Bart spoke earnestly, and in a tone of deep conviction which was shared by all the others. The copper coin and the mineral rod had done their work. They lost all taste for the camp, and its pool, and its overarching trees, and its seclusion, and were now eager to be off with Captain Corbet. Before this new enterprise even the greatest of their recent adventures dwindled into insignificance. Captain Corbet, with his magic wand, stood before them, inviting them to greater and grander exploits.
A long conversation followed, and Captain Corbet began to think that the pot of gold was already invested. The boys took his mineral rod, which he did not give up until he had been for a long time coaxed and entreated they passed it from hand to hand; each one closely inspected it, and balanced it on his finger so as to test the mode in which it worked; each one asked him innumerable questions about it, and gave it a long and solemn trial.
“But where is the place?” asked Bart. “Is it very far from here?”
Captain Corbet shook his head.
“’Tain’t very far off,” said he. “I’ll show you.”
“Which way?” asked Tom.
The captain waved his rod in the direction of the Academy.
“What! That way?” asked Bart. “Are the cellars there?”
“Yes.”
“You don’t mean those. What! Just behind the Academy?”
“Yes.”
“It’s the ‘Old French Orchard,’ then,” cried Bart—“the ‘Old French Orchard.’ The only cellars in that direction are under the old French apple trees, on the top of the hill. Is that the place you mean, captain?”
“That’s the indentical individool spot,” said Captain Corbet.
“The ‘Old French Orchard’!” exclaimed the other boys in surprise; for they had expected to be taken to some more remote and very different place.
“Wal,” said Captain Corbet, “that thar place’s a very pecooliar place. You see thar’s a lot o’ cellars jest thar, an then the ole apple trees—they’re somethin. The ole Frenchman, that lived up thar, must hev ben rich.”
“The fact is,” exclaimed Bart, “Captain Corbet’s right.
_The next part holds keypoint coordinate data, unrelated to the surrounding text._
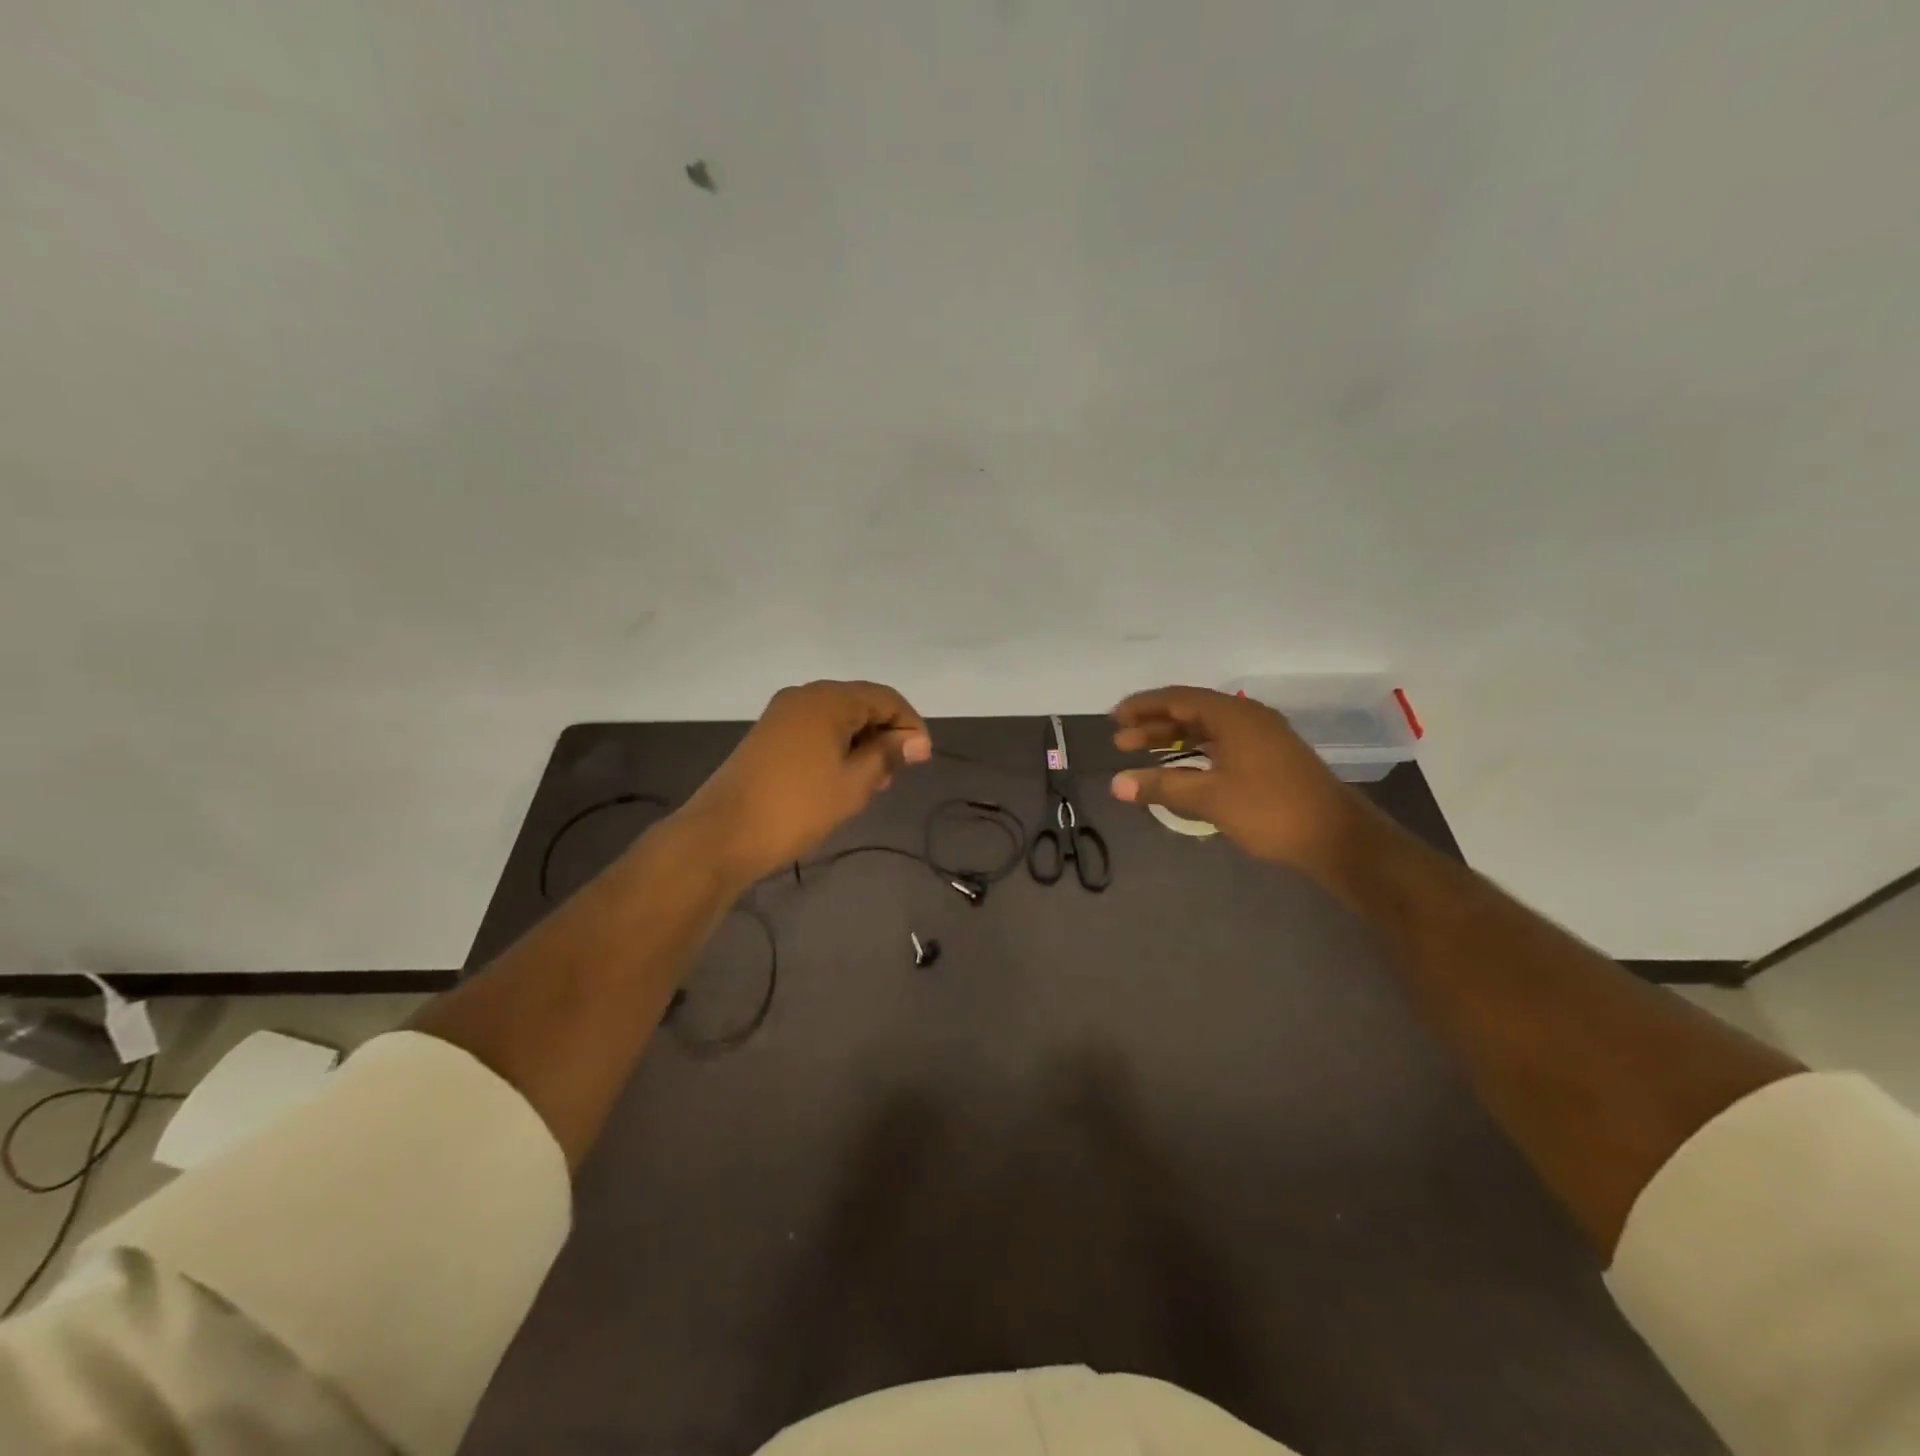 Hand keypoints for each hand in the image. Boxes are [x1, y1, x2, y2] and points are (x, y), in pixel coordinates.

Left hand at [681, 680, 931, 883]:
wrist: (723, 834)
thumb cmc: (797, 807)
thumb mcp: (853, 783)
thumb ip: (887, 755)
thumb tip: (917, 741)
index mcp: (827, 700)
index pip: (885, 698)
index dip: (909, 725)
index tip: (921, 759)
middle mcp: (804, 696)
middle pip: (860, 704)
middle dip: (884, 735)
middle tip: (893, 777)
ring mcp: (782, 715)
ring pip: (837, 719)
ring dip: (861, 745)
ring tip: (870, 784)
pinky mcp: (768, 736)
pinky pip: (815, 731)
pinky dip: (836, 748)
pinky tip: (840, 780)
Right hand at [1108, 686, 1388, 893]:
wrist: (1337, 837)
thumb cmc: (1270, 810)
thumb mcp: (1210, 798)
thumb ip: (1161, 786)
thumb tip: (1116, 784)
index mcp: (1234, 716)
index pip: (1178, 699)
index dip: (1143, 706)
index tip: (1114, 718)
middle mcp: (1248, 718)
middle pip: (1191, 711)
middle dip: (1153, 724)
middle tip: (1120, 741)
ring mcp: (1262, 737)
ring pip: (1207, 729)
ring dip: (1173, 739)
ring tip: (1141, 752)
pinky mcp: (1270, 758)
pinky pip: (1222, 743)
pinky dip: (1195, 751)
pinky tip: (1181, 767) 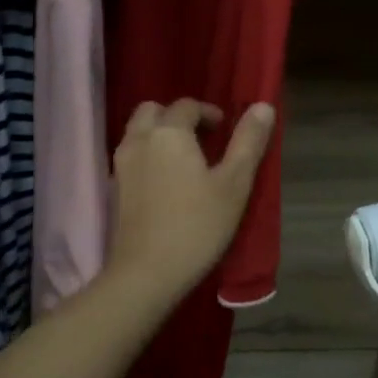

The Frenchman that lived on that place must have been rich. For my part, I believe that he was no other than ‘Benedict Bellefontaine, the wealthiest farmer in Grand Pré.’ He buried all his money there, no doubt. This is one of his French sous. Come along, boys; we’ll find that pot of gold.”
And with these words they all set out along with Captain Corbet for the “Old French Orchard.”